Après, comme je le disais, je suis radicalement POUR le principe des aides sociales, et une petite aide (temporaire) d’au plus 300E par mois, ça me paraît être quelque chose qui pourrait être mis en place avec grand profit. Ca aiderait dans les moments difficiles, par exemple pour les étudiants.

Le RdB permet seulement à plus de gens de passer dans la première catégorie (celle des parasites), parce qu'il est par définition inconditionnel: c'est une rente pure. Ce qui serait autrement plus révolutionnaire (mais autrement moins démagogique que le RdB)...

Après, comme je le disais, je suis radicalement POUR le principe des aides sociales, et une petite aide (temporaire) d’au plus 300E par mois, ça me paraît être quelque chose qui pourrait être mis en place avec grand profit. Ca aiderait dans les moments difficiles, par exemple pour les étudiants…


C’est absolument faux, le RDB n’est pas une RENTE, il s’agit d’une redistribution, qui peut et doit être géré pour rester à l’équilibre. Ce n’est démagogique que pour autant que le système de redistribution existant actuellement le serait aussi. La dernière phrase indiquerait-elle que tu serais radicalement démagogue ?

Par contre, AUCUN système de RENTE ne peut maintenir longtemps l’équilibre, et entrainera tôt ou tard des réaménagements brutaux (famines, faillites, guerres)

Ce qui serait autrement plus révolutionnaire (mais autrement moins démagogique que le RdB), et nous mettraient tous face à nos ambiguïtés, ce serait de décréter que certains travaux ne seront plus rémunérés..
En voilà une idée qu'elle est bonne, comme dirait Coluche notre dernier homme politique compétent.
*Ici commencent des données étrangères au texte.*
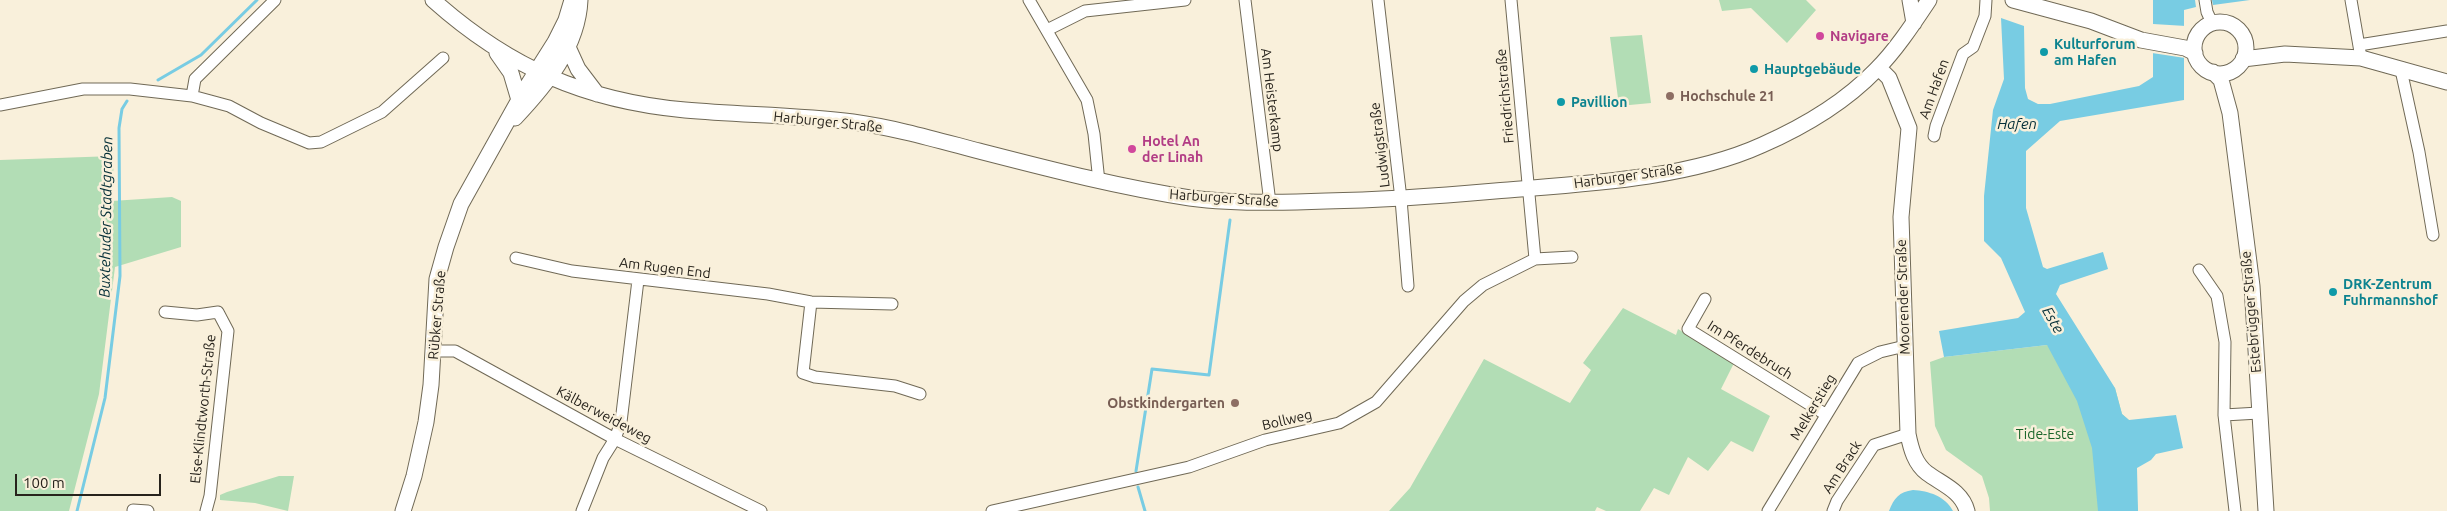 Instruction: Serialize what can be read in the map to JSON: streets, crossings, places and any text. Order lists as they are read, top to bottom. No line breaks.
{"streets":{"street":["Am Hafen","Friedrichstraße","Am Heisterkamp","Harburger Straße","Ludwigstraße","Am Rugen End","Moorender Straße","Estebrügger Straße","Rübker Straße","Im Pferdebruch","Melkerstieg","Else-Klindtworth-Straße","Kälberweideweg","Bollweg","Am Brack"]},"crossings":[["Friedrichstraße","Harburger Straße"],["Am Heisterkamp","Harburger Straße"],["Harburger Straße","Ludwigstraße"],["Harburger Straße","Moorender Straße"],["Harburger Straße","Rübker Straße"],["Moorender Straße","Melkerstieg"],["Moorender Straße","Am Brack"],["Rübker Straße","Kälberweideweg"],["Im Pferdebruch","Melkerstieg"]],"water":["Hafen","Buxtehuder Stadtgraben","Este"],"parks":["Tide-Este"],"places":["Navigare","Kulturforum am Hafen","Hauptgebäude","Hochschule 21","Pavillion","Hotel An der Linah","DRK-Zentrum Fuhrmannshof","Obstkindergarten"],"scale_bar":"100 m"}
Mais choisir un exemple repoussoir par excellence
Par exemple interdire la perception de toute rémunération monétaire pour une quelconque activité de soin, ou de transport de personnes ou de marchandises. On sait tous qu'on a affreusement besoin de médecins, d'infirmières, de camionneurs, de postiers, etc, alors que ferait-on lorsqu'ils se présenteraient à la caisse du supermarché sans un rond en poche, mais le caddie plein pour nourrir la famille? Acceptera-t-on qu'en vertu du service immense qu'ils rendent, ils soient exemptés de payer? Car le voilà le vrai passage au non-marchand: la démonétarisation progressive de l'activité humaine, et non pas l'inverse que tente de faire le RdB en inondant la société de monnaie à dépenser, sous prétexte de reconnaissance du travail non-marchand, mais en réalité pour pousser encore plus loin la logique capitaliste.
n'indiquerait-t-il pas un rejet viscéral de penser le vrai problème.?
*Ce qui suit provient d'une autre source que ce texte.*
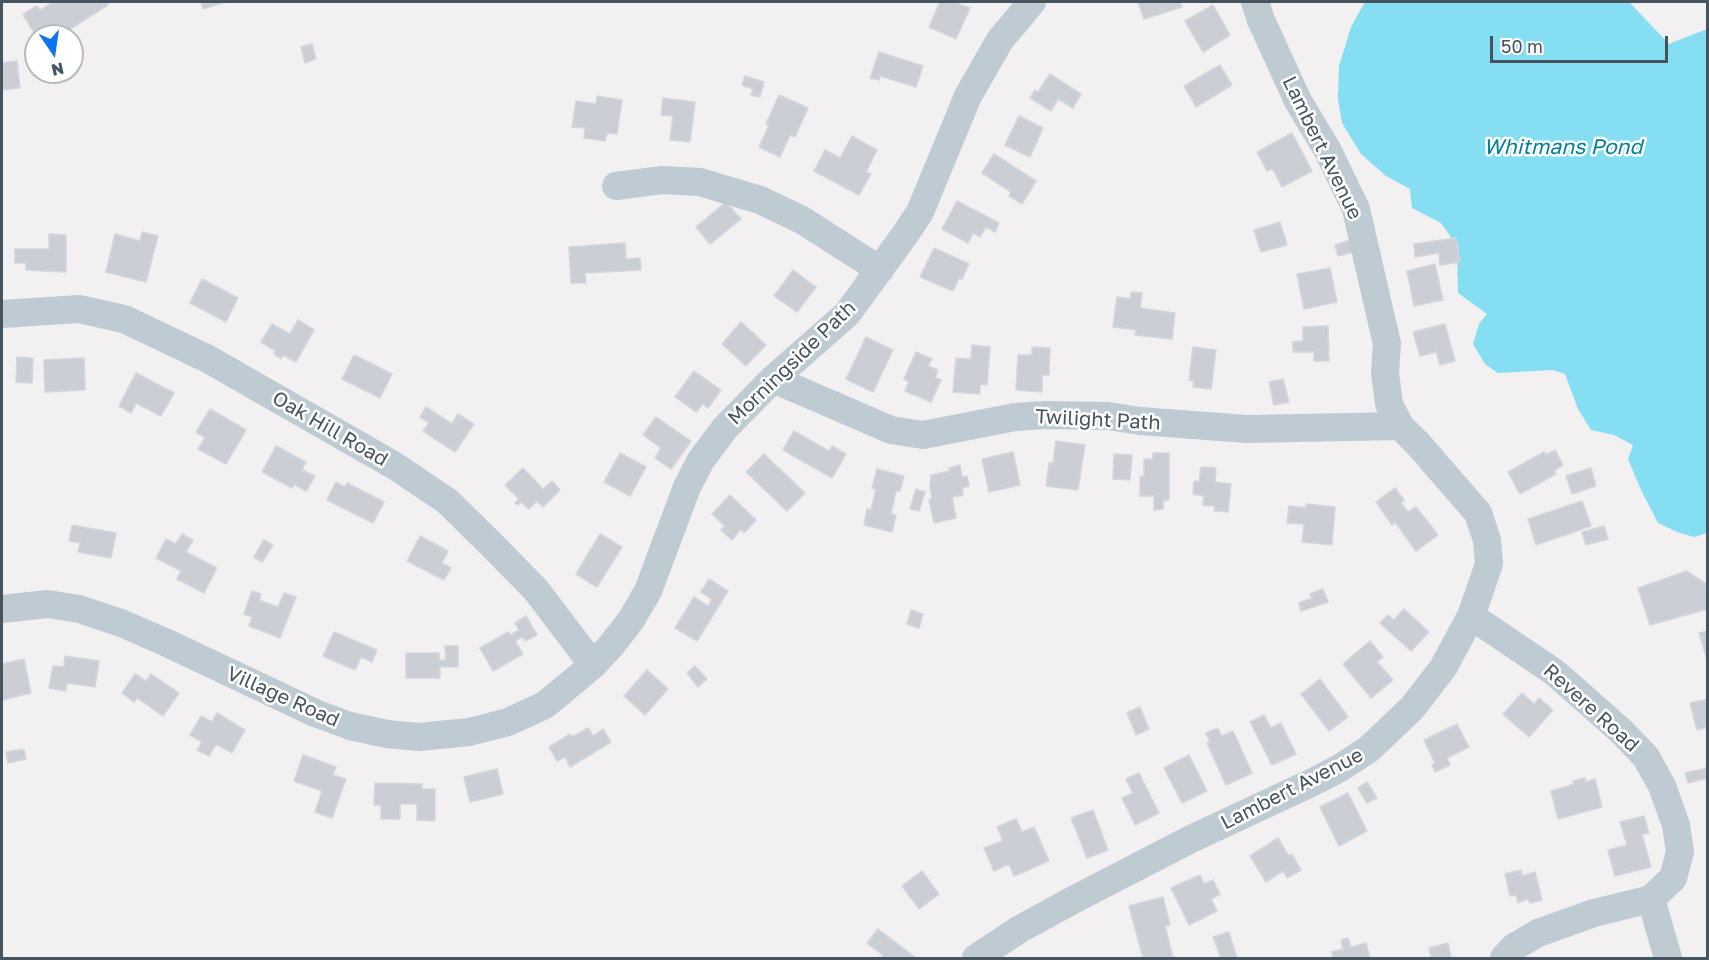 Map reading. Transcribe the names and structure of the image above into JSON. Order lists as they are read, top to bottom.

Et pourtant cela a fonctionné pendant de nombreux siècles. Ce qui était interdit c’était l’intérêt monétaire, c’est à dire la RENTE par excellence.

Faut-il rappeler que l’Islam l’interdit toujours, que l’église catholique l’a longtemps interdit (en laissant la chose se faire par ceux qui n’étaient pas sous son autorité morale, et en s’assurant, via les régimes tirant leur légitimité de son autorité morale, que les prêteurs à intérêt seraient tenus à l’écart du pouvoir politique), et les juifs interdisent l’intérêt uniquement vis à vis des coreligionnaires.

Je viens de regarder le dictionnaire de l’Académie Française, et selon la définition officielle d’une rente, effectivement on ne peut pas dire que le RdB en serait une. En admettant que c’est une redistribution, c’est une des plus stupides et néfastes qu’il soit possible d’imaginer: d’un côté elle favorise le parasitisme (ie: se mettre dans une situation de profiter de ce qui nous est offert sans contribuer de manière équitable en retour), de l’autre elle coince toute l’économie (la TVA a 50%, ou comment favoriser la thésaurisation pour ceux qui ont les moyens, et cibler les plus modestes). L’instauration d’un RdB tel qu’il est généralement conçu mènerait, pour la majorité des gens, à une chute drastique du niveau de vie (selon ma définition).

Il y a un mécanisme dont je viens de me rendre compte, d’ailleurs:
-un taux de TVA très élevé nuit à la fluidité des échanges dans l’économie réelle; cette « viscosité » se traduit par une plus grande difficulté à écouler la production, donc à une nécessité de réduction des coûts au sein des entreprises, en particulier au niveau de la masse salariale (licenciements)
-le RdB favorise l’abandon de poste et rend l’assiduité au travail peu intéressante, puisqu’il permet -dans un premier temps- le maintien d’un niveau de vie tolérable. Le CDI et le temps plein n’ont plus vraiment d’intérêt.
=>il en découle que le RdB serait une solution idéale, du point de vue des élites, pour maquiller en truc sympathique une crise systémique aboutissant à une récession perpétuelle, la destruction de nombreux postes (non remplacés), etc… Sauf que quand la population se maintien à peu près stable, que le niveau de spécialisation ne bouge pas vraiment, mais que des emplois disparaissent massivement, le résultat c’est la pénurie. L’argent (du RdB) n’a d’utilité que s’il y a suffisamment de biens à acheter avec pour tout le monde.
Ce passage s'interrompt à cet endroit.